▶ [Required work] What you return should be every line below, word for word, and none of the images.

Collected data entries
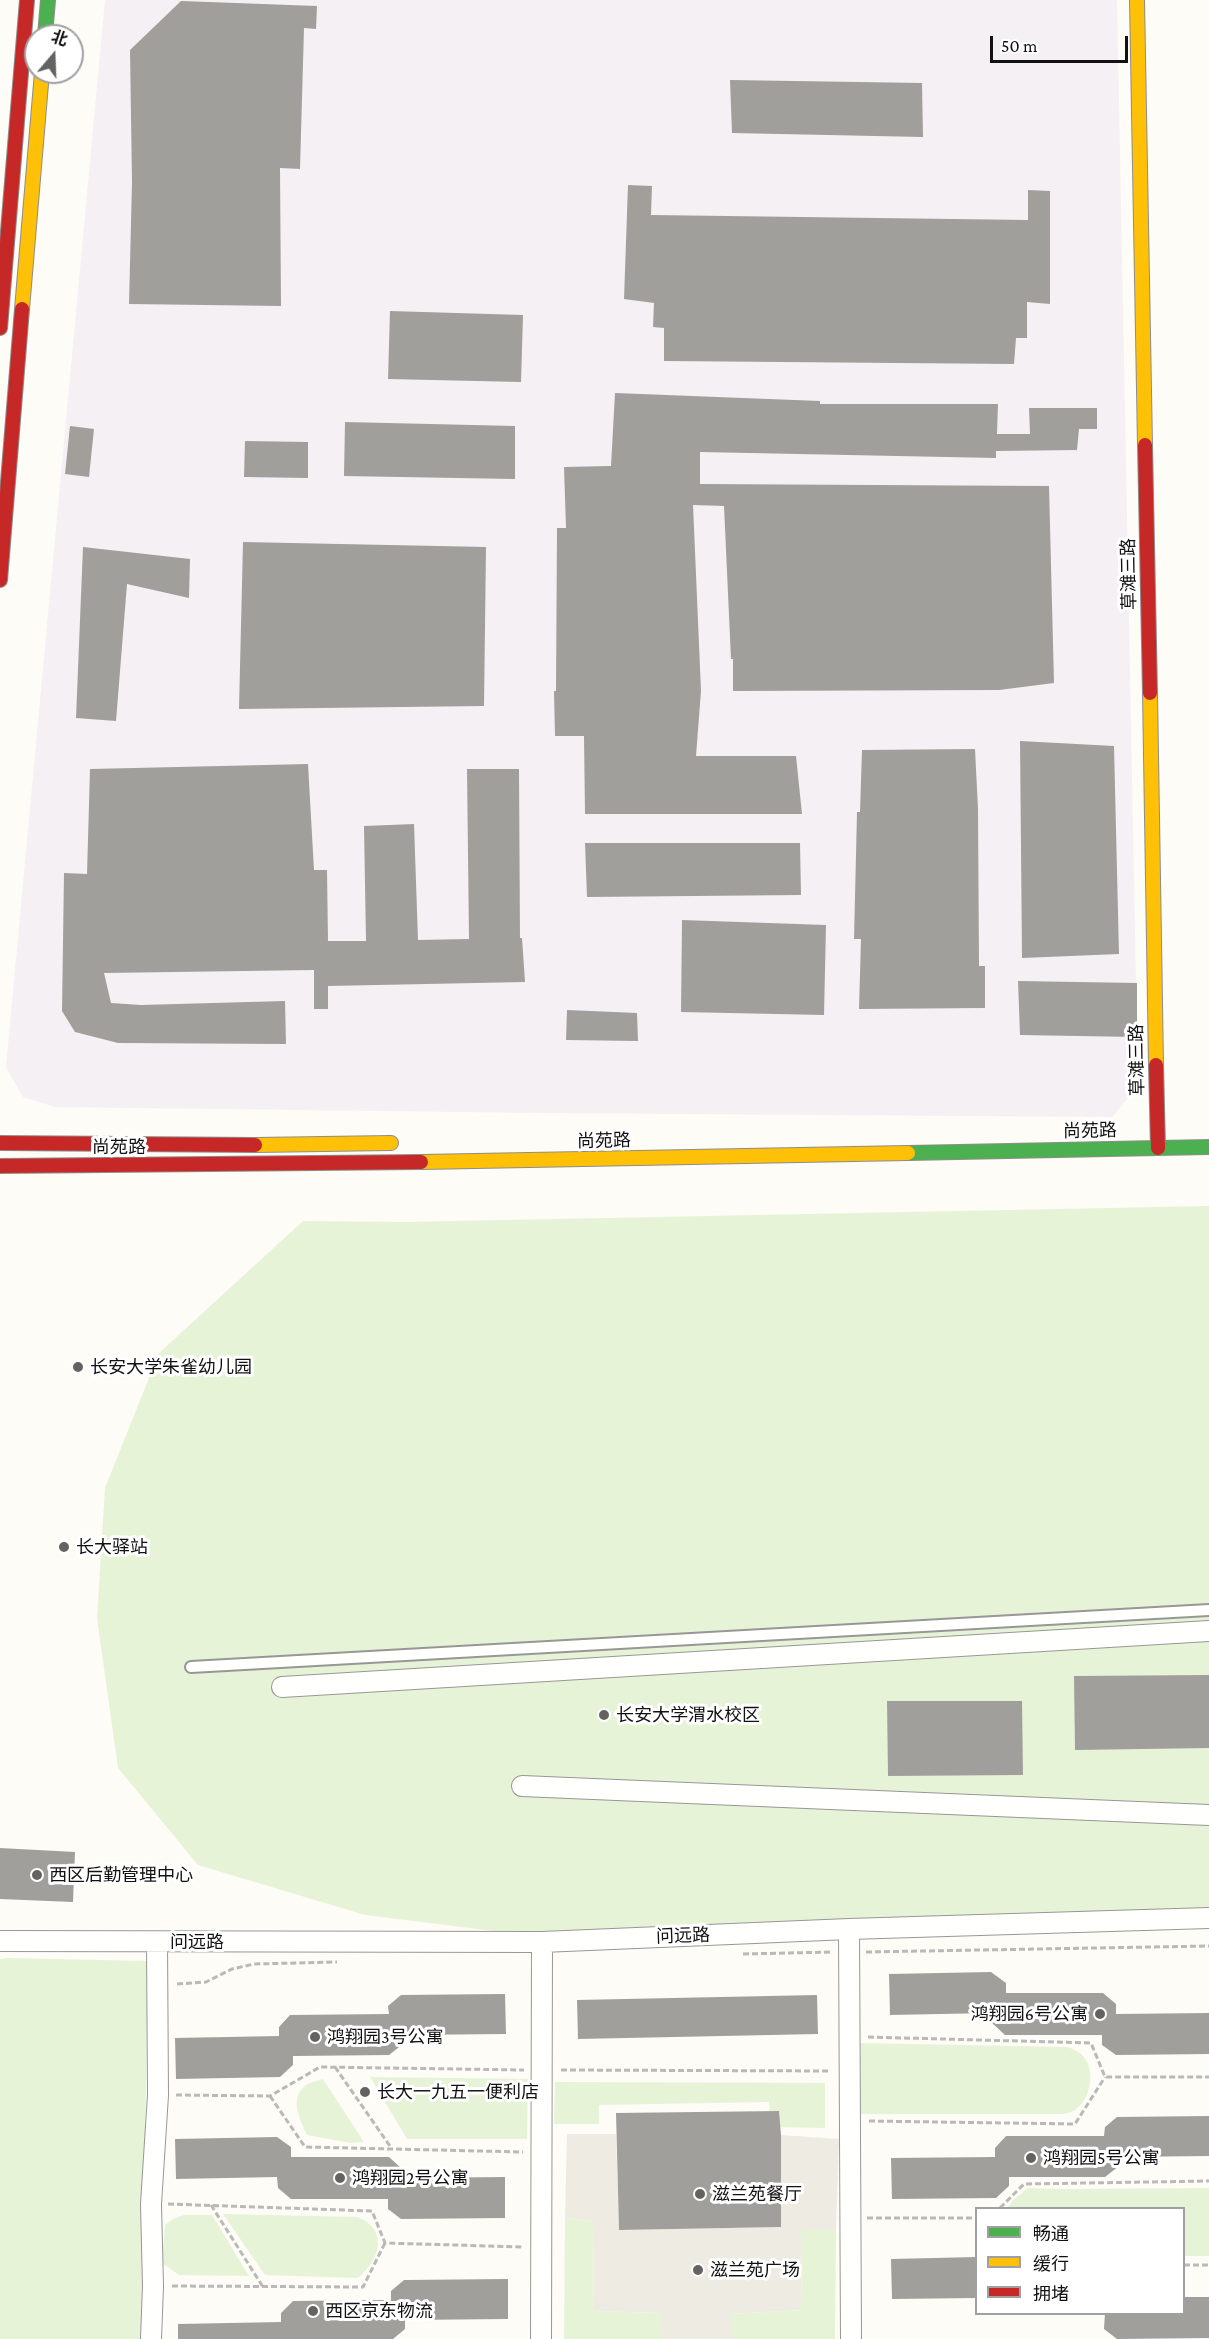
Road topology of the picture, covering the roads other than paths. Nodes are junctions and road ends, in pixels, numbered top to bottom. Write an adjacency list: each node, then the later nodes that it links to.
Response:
1 (27, 0): 6 (main road)
2 (48, 0): 4 (main road)
3 (1137, 0): 8 (main road, 草滩三路)
4 (46, 24)
5 (41, 84): 7 (main road)
6 (0, 328)
7 (0, 580)
8 (1151, 1130): 9 (main road); 13 (main road, 草滩三路)
9 (1175, 1130)
10 (0, 1143): 11 (main road, 尚苑路)
11 (410, 1143)
12 (1209, 1147): 13 (main road, 尚苑路)
13 (1158, 1148): 14 (main road, 尚苑路)
14 (0, 1166)
15 (1209, 1610): 17 (lane)
16 (1209, 1631): 18 (street)
17 (191, 1667)
18 (282, 1687)
19 (522, 1786): 20 (street)
20 (1209, 1815)
21 (1209, 1918): 22 (street, 问远路)
22 (849, 1929): 25 (street, 问远路); 28 (street)
23 (0, 1941): 24 (street, 问远路)
24 (157, 1942): 25 (street, 问远路); 26 (street)
25 (542, 1942): 27 (street)
26 (151, 2339)
27 (541, 2339)
28 (851, 2339)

▶ [Answer to this task]
Road topology of the picture, covering the roads other than paths. Nodes are junctions and road ends, in pixels, numbered top to bottom. Write an adjacency list: each node, then the later nodes that it links to.
Response:
1 (27, 0): 6 (main road)
2 (48, 0): 4 (main road)
3 (1137, 0): 8 (main road, 草滩三路)
4 (46, 24)
5 (41, 84): 7 (main road)
6 (0, 328)
7 (0, 580)
8 (1151, 1130): 9 (main road); 13 (main road, 草滩三路)
9 (1175, 1130)
10 (0, 1143): 11 (main road, 尚苑路)
11 (410, 1143)
12 (1209, 1147): 13 (main road, 尚苑路)
13 (1158, 1148): 14 (main road, 尚苑路)
14 (0, 1166)
15 (1209, 1610): 17 (lane)
16 (1209, 1631): 18 (street)
17 (191, 1667)
18 (282, 1687)
19 (522, 1786): 20 (street)
20 (1209, 1815)
21 (1209, 1918): 22 (street, 问远路)
22 (849, 1929): 25 (street, 问远路); 28 (street)
23 (0, 1941): 24 (street, 问远路)
24 (157, 1942): 25 (street, 问远路); 26 (street)
25 (542, 1942): 27 (street)
26 (151, 2339)
27 (541, 2339)
28 (851, 2339)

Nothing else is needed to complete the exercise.